For unto us a Child is born, Unto us a Son is given; And the government will be upon His shoulder. And His name will be called Wonderful, Counselor, Mighty God, Everlasting Father, Prince of Peace. Of the increase of His government and peace There will be no end, Upon the throne of David and over His kingdom, To order it and establish it with judgment and justice From that time forward, even forever….

Wow! How will that happen? Well, this describes what I see as an environment of Shalom. Peace, justice, mercy and righteousness rule. Jesus is in complete control and we, the saints of God will rule with Him. The enemies of God have been crushed and all people will come under and into the Shalom of God.

Remember, all people will be included. That means Western/European cultures, Muslim and Asian peoples and their cultures, African, Indian and all other people groups will be under His influence. But they will not be unwilling subjects, for there will be no conflict nor resistance from anyone.

What we see in our world now; chaos from competing religions and contentious politics, greed from corporations driven by evil covenants to control the world and a religious spirit that has fomented more wars on this planet than any other motivation, these will all be subsumed and brought to submission under a loving and righteous God. (Whew, take a breath, doc!)

OK, think about this theological boondoggle. For over a hundred years the church has had an escapist mentality. We talk and preach about heaven and how we want to leave here and go there. We sing songs about the glorious streets of gold and evoke tears of joy and anticipation from our hearers as they long for a better world than this evil, self-indulgent one they despise.

But I think we have had it wrong. We have been escapists alright, but what we have been escaping from is our calling as children of the living God.

“We confuse our destiny with our assignment. Our destiny is to go to Heaven; our assignment is to bring Heaven to earth.” -Bill Johnson

If, in some twisted sense of theology, we rejoice when things in this world get worse, our charge to bring his kingdom into this world becomes improbable and pointless. This mindset is rooted in our wrong-headed perception that “this is just a sign of the times.” What this does is give our world, the world we have condemned, a wrong view of His world.

God doesn’t despise this world; He hasn’t given up on it like we have. He loves each and every human as well as the earth He created. Yes, it has become blighted by sin but because of love He provided redemption and gave us the keys to His Kingdom (likely not a ring of skeleton keys but prophetic keys of insight and revelation). I believe He will bring to pass all of the prophetic scriptures that promise He will restore and redeem all, including making a new heaven and a new earth. And He plans to establish a righteous government right here!

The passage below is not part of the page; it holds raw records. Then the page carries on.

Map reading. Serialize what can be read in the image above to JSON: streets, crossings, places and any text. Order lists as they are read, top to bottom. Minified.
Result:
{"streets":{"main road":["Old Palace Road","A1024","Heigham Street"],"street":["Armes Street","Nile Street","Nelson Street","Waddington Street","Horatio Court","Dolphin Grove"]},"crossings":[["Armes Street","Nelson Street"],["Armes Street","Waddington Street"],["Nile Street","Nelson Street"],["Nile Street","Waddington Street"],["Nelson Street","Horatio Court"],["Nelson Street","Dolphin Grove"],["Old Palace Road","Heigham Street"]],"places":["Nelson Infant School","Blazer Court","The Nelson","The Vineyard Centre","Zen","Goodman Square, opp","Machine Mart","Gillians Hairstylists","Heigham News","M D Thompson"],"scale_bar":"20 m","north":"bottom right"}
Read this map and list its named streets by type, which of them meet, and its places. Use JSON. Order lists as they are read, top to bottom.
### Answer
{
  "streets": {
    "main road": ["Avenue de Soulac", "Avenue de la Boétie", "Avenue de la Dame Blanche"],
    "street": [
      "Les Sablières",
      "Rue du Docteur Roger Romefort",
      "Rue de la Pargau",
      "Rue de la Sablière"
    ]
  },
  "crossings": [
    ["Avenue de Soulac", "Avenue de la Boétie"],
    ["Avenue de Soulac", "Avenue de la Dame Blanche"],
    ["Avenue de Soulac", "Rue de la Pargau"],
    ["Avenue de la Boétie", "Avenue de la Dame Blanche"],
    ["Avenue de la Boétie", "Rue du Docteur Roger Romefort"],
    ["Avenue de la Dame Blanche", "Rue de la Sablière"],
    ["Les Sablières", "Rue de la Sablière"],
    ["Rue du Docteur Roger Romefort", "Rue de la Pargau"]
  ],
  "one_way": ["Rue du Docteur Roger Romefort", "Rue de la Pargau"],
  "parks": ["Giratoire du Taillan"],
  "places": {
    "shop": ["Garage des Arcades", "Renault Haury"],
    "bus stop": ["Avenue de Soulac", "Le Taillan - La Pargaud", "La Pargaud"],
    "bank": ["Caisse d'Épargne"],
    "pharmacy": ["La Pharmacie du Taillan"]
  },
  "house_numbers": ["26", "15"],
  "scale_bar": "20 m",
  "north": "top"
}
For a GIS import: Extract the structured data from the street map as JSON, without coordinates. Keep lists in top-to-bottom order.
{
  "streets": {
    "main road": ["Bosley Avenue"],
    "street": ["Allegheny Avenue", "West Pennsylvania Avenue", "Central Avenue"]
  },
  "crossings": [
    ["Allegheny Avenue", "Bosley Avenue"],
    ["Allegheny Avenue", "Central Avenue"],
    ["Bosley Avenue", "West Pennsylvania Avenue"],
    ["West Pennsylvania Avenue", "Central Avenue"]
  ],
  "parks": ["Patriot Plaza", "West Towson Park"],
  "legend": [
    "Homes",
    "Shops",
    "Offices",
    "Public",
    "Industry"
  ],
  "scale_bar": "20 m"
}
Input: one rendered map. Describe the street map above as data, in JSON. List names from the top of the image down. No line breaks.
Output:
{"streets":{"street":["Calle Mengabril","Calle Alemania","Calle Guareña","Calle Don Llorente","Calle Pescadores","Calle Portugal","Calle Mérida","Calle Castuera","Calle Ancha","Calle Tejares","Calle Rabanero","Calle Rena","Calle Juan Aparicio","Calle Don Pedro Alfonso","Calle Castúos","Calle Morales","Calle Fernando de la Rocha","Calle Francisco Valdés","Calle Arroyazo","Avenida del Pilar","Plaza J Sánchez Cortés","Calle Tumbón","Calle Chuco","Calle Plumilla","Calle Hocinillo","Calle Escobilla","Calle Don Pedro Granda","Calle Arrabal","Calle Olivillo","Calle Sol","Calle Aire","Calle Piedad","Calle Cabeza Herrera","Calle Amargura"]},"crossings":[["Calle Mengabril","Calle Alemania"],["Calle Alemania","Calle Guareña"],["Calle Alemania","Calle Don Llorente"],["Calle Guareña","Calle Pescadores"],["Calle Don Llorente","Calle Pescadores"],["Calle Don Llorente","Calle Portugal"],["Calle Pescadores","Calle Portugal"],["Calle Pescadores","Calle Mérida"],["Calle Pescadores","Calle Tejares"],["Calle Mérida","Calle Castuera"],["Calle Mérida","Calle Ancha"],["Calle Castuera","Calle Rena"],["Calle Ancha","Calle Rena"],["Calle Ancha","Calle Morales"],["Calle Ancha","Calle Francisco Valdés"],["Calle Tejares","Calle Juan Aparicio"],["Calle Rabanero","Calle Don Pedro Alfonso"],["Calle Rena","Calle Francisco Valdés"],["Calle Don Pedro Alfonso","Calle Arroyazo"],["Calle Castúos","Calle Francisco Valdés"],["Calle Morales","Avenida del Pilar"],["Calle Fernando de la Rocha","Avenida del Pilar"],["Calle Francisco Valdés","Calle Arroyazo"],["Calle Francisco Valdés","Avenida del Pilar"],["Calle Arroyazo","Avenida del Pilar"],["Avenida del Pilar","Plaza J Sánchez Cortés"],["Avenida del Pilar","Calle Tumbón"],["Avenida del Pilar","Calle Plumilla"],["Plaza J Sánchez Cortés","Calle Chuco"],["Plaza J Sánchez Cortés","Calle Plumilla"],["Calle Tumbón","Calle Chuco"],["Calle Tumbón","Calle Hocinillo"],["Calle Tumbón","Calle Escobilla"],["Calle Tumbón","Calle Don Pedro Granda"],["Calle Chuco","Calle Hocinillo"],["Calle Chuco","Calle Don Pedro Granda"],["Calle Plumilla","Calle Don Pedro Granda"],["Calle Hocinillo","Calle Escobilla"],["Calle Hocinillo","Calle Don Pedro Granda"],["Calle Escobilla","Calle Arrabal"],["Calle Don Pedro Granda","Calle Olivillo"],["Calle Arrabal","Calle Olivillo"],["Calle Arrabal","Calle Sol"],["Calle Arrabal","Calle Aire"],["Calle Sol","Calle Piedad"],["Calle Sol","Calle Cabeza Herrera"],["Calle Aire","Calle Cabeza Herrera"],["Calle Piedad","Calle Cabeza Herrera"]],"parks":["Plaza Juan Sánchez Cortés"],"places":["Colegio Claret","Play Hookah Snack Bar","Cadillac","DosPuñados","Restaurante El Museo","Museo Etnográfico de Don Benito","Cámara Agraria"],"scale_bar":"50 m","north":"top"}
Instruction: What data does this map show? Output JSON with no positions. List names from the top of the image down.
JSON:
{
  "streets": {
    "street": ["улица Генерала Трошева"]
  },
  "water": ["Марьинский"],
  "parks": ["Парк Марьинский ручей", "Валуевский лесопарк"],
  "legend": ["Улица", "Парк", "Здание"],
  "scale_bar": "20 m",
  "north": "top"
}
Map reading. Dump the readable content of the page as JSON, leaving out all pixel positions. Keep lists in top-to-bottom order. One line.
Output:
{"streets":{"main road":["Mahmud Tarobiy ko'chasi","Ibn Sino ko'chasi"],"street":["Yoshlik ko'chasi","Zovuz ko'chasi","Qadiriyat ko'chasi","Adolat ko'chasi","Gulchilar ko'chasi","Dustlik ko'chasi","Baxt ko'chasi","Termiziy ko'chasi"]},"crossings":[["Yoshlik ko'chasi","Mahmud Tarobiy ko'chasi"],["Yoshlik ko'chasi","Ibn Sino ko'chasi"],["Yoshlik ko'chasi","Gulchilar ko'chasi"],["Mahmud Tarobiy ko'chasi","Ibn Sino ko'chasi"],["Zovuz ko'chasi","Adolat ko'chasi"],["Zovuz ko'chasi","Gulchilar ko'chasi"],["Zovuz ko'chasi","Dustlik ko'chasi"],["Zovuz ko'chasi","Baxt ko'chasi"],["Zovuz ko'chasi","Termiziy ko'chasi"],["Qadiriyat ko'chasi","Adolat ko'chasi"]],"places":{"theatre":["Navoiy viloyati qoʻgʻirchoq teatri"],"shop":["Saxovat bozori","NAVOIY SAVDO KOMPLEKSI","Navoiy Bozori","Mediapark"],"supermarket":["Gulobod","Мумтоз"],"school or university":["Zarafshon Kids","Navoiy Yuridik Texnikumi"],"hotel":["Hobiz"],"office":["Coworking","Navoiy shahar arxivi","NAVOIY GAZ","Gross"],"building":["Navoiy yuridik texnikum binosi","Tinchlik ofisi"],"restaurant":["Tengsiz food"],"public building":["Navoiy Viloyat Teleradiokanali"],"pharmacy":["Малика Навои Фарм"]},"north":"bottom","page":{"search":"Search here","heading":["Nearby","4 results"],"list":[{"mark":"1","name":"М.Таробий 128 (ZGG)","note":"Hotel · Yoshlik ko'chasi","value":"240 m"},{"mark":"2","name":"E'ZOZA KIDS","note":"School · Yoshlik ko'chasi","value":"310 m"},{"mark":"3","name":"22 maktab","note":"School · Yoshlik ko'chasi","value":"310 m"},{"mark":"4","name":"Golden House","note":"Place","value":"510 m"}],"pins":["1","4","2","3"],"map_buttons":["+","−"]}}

Our mission, our assignment in this world is not to get ready to leave it; it is to save it.

Over many years and because of a false view of God we have completely abdicated our calling and sought the self-centered satisfaction of saving our own skins to the loss of the lost. So we need to get back to making way for the Kingdom and pursuing an environment of Shalom. We must start loving all humanity into a community of faith and back out into a world that cries for redemption and healing from pain.

Unless you want to spend your time beating on rocks.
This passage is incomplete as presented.